__What is being asked__
Where does the word "Court" occur in the entries below? Copy every line that has it.

****************

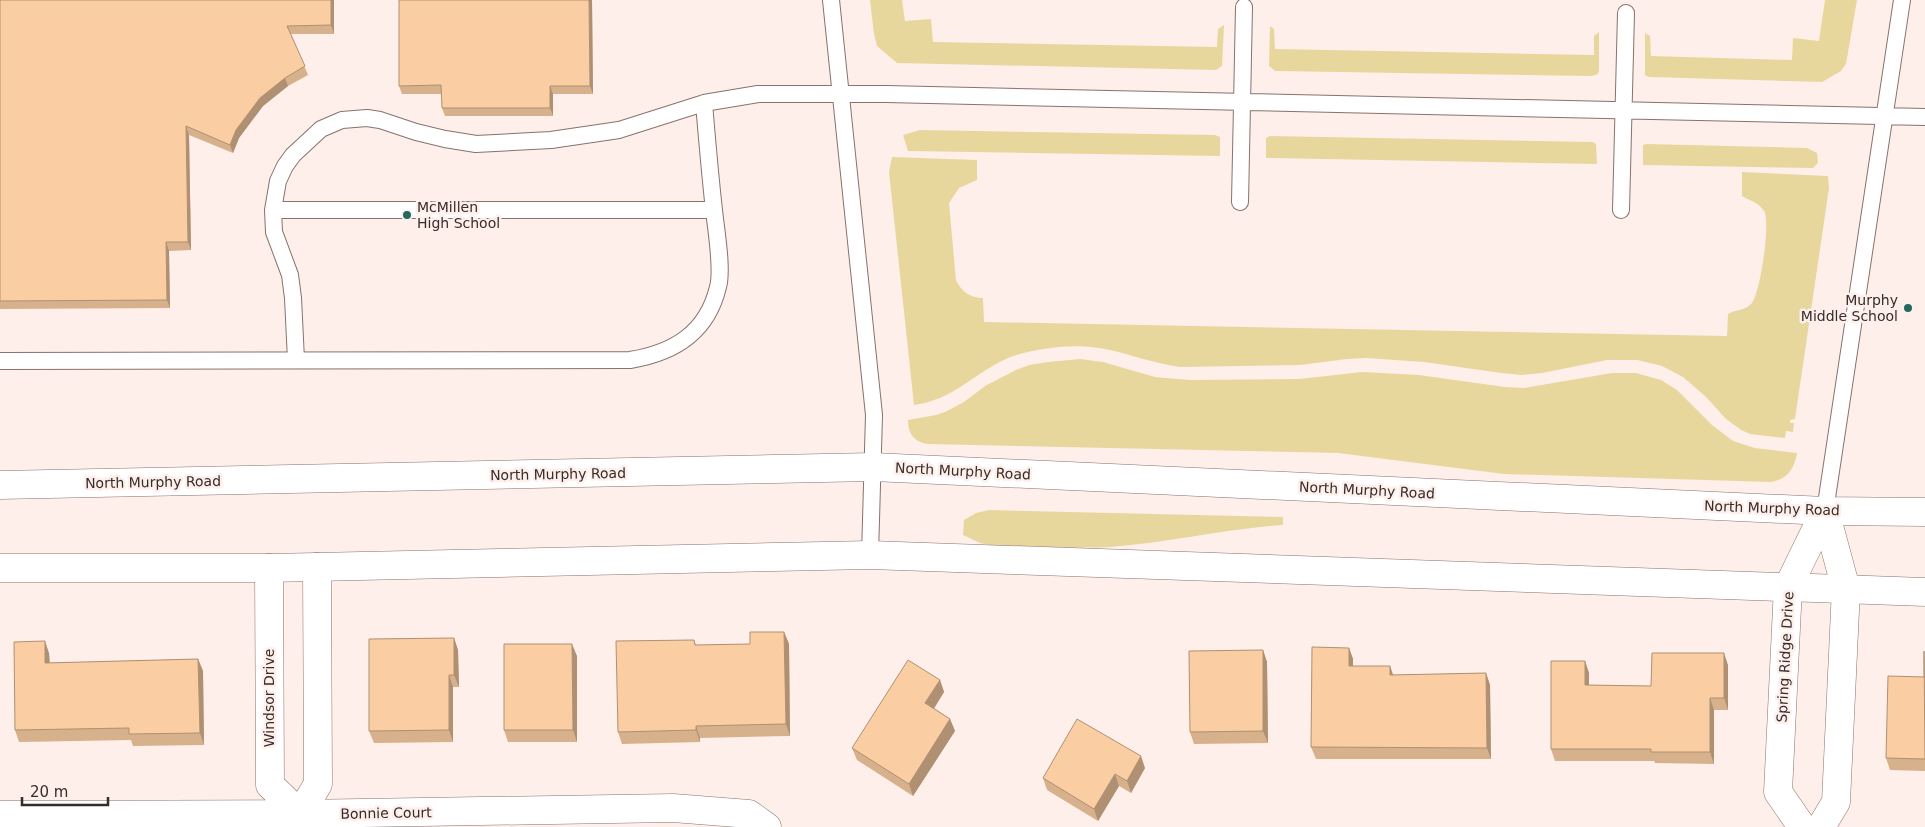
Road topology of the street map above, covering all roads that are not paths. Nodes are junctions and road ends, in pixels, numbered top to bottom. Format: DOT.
graph roads {
  1 [pos="832,0"];
  2 [pos="1902,0"];
  3 [pos="1244,7"];
  4 [pos="1626,13"];
  5 [pos="841,93"];
  6 [pos="1242,102"];
  7 [pos="704,103"];
  8 [pos="1624,111"];
  9 [pos="1886,116"];
  10 [pos="1925,117"];
  11 [pos="1240,202"];
  12 [pos="273,210"];
  13 [pos="714,210"];
  14 [pos="1621,210"];
  15 [pos="296,360"];
  16 [pos="0,361"];
  17 [pos="873,467"];
  18 [pos="0,485"];
  19 [pos="1825,511"];
  20 [pos="1925,512"];
  21 [pos="870,555"];
  22 [pos="317,567"];
  23 [pos="0,568"];
  24 [pos="269,568"];
  25 [pos="1788,587"];
  26 [pos="1846,589"];
  27 [pos="1925,592"];
  28 [pos="0,815"];
  29 [pos="673,817"];
  30 [pos="67,821"];
  31 [pos="300,821"];
  32 [pos="767,827"];
  33 [pos="1802,827"];
  34 [pos="1821,827"];
  1 -- 5 [label="lane"];
  2 -- 9 [label="lane"];
  3 -- 6 [label="lane"];
  4 -- 8 [label="lane"];
  5 -- 6 [label="lane"];
  5 -- 7 [label="lane"];
  5 -- 17 [label="lane"];
  6 -- 8 [label="lane"];
  6 -- 11 [label="lane"];
  7 -- 12 [label="lane"];
  7 -- 13 [label="lane"];
  8 -- 9 [label="lane"];
  8 -- 14 [label="lane"];
  9 -- 10 [label="lane"];
  9 -- 19 [label="lane"];
  12 -- 13 [label="lane"];
  12 -- 15 [label="lane"];
  13 -- 15 [label="lane"];
  15 -- 16 [label="lane"];
  17 -- 18 [label="main road, North Murphy Road"];
  17 -- 19 [label="main road, North Murphy Road"];
  17 -- 21 [label="lane"];
  19 -- 20 [label="main road, North Murphy Road"];
  19 -- 25 [label="main road, Spring Ridge Drive"];
  19 -- 26 [label="main road"];
  21 -- 22 [label="main road"];
  21 -- 25 [label="main road"];
  22 -- 24 [label="main road"];
  22 -- 31 [label="main road"];
  23 -- 24 [label="main road"];
  24 -- 31 [label="main road, Windsor Drive"];
  25 -- 26 [label="main road"];
  25 -- 33 [label="main road, Spring Ridge Drive"];
  26 -- 27 [label="main road"];
  26 -- 34 [label="main road"];
  28 -- 30 [label="main road, Bonnie Court"];
  29 -- 31 [label="main road, Bonnie Court"];
  29 -- 32 [label="main road, Bonnie Court"];
  30 -- 31 [label="main road, Bonnie Court"];
}
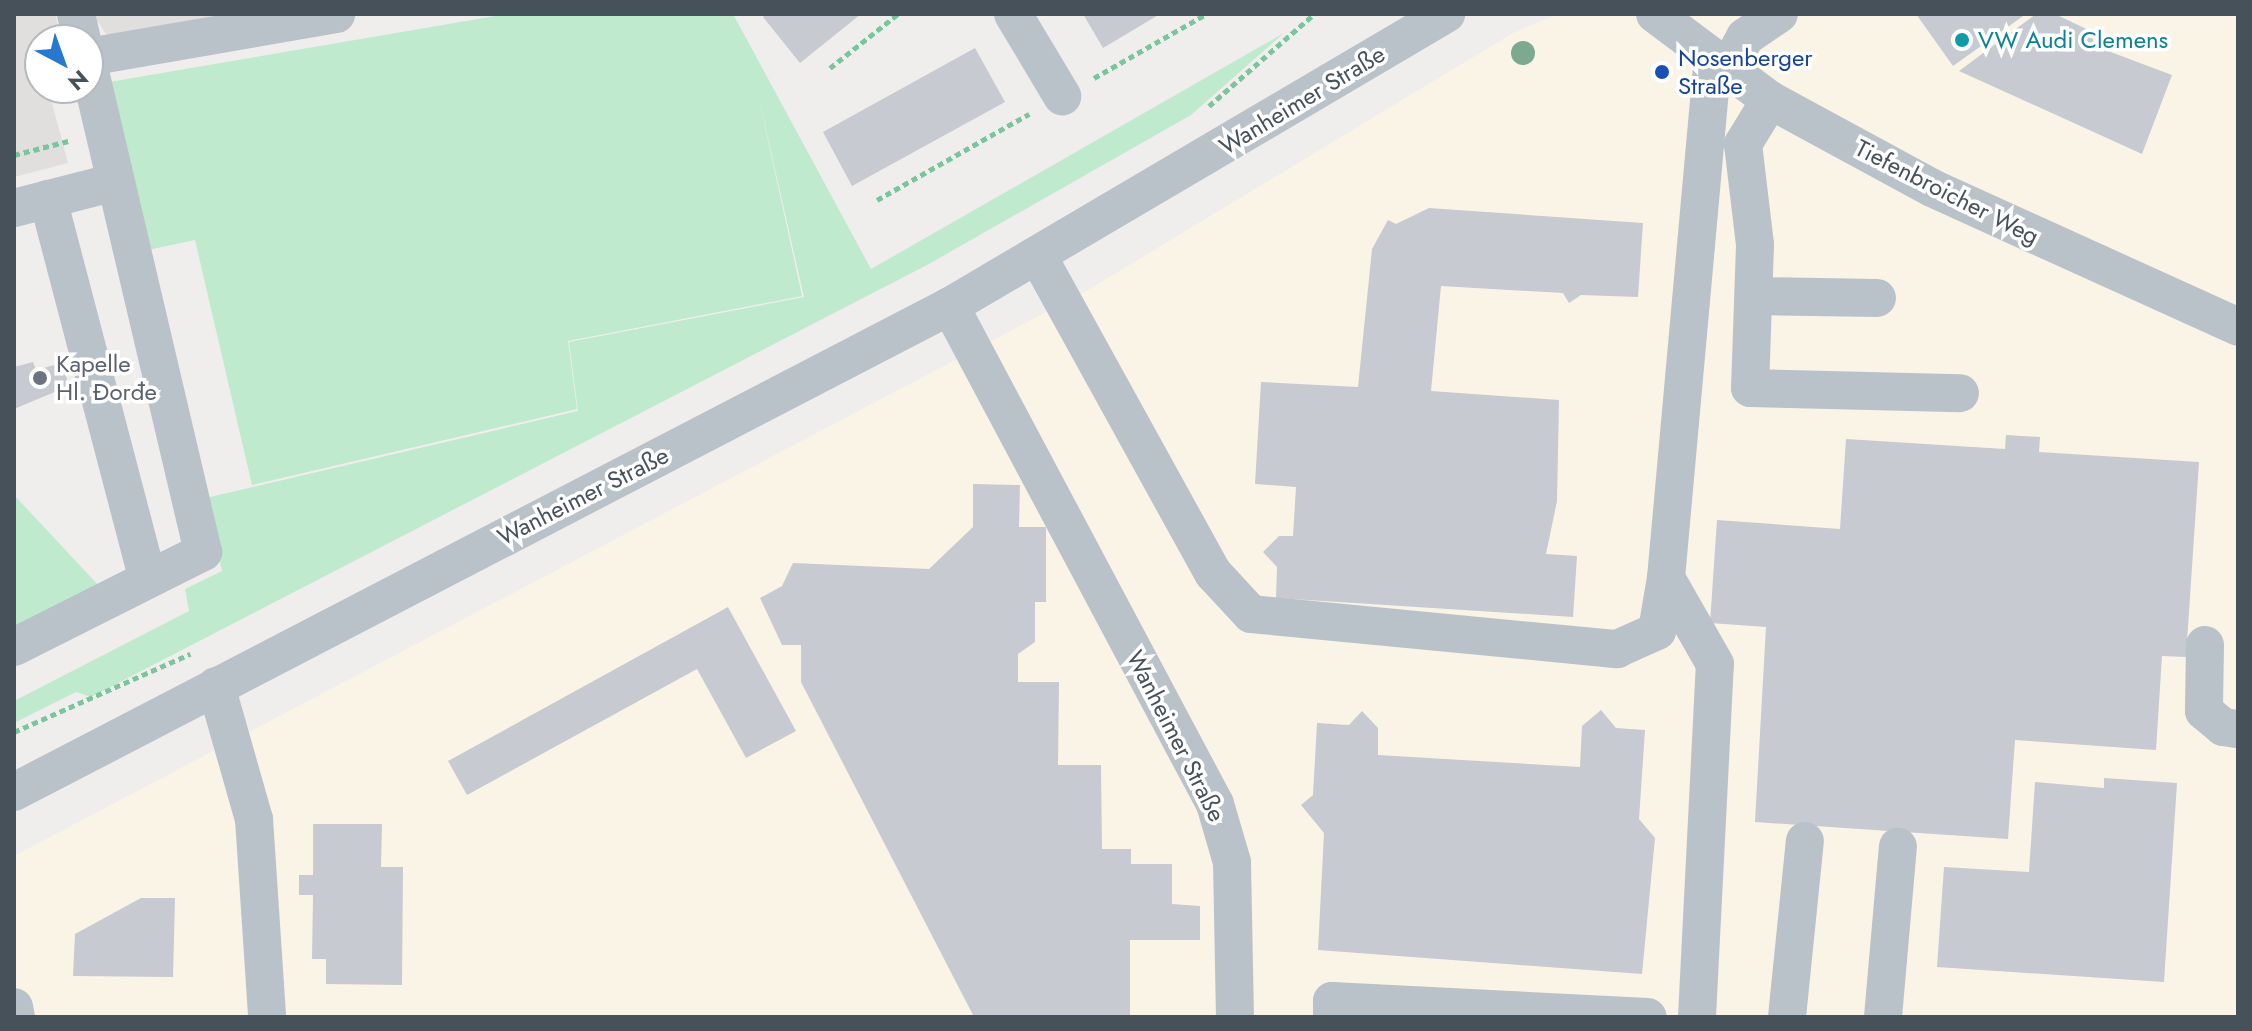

****************

__Result__
  28 -- 30 [label="main road, Bonnie Court"];
  29 -- 31 [label="main road, Bonnie Court"];
  29 -- 32 [label="main road, Bonnie Court"];
  30 -- 31 [label="main road, Bonnie Court"];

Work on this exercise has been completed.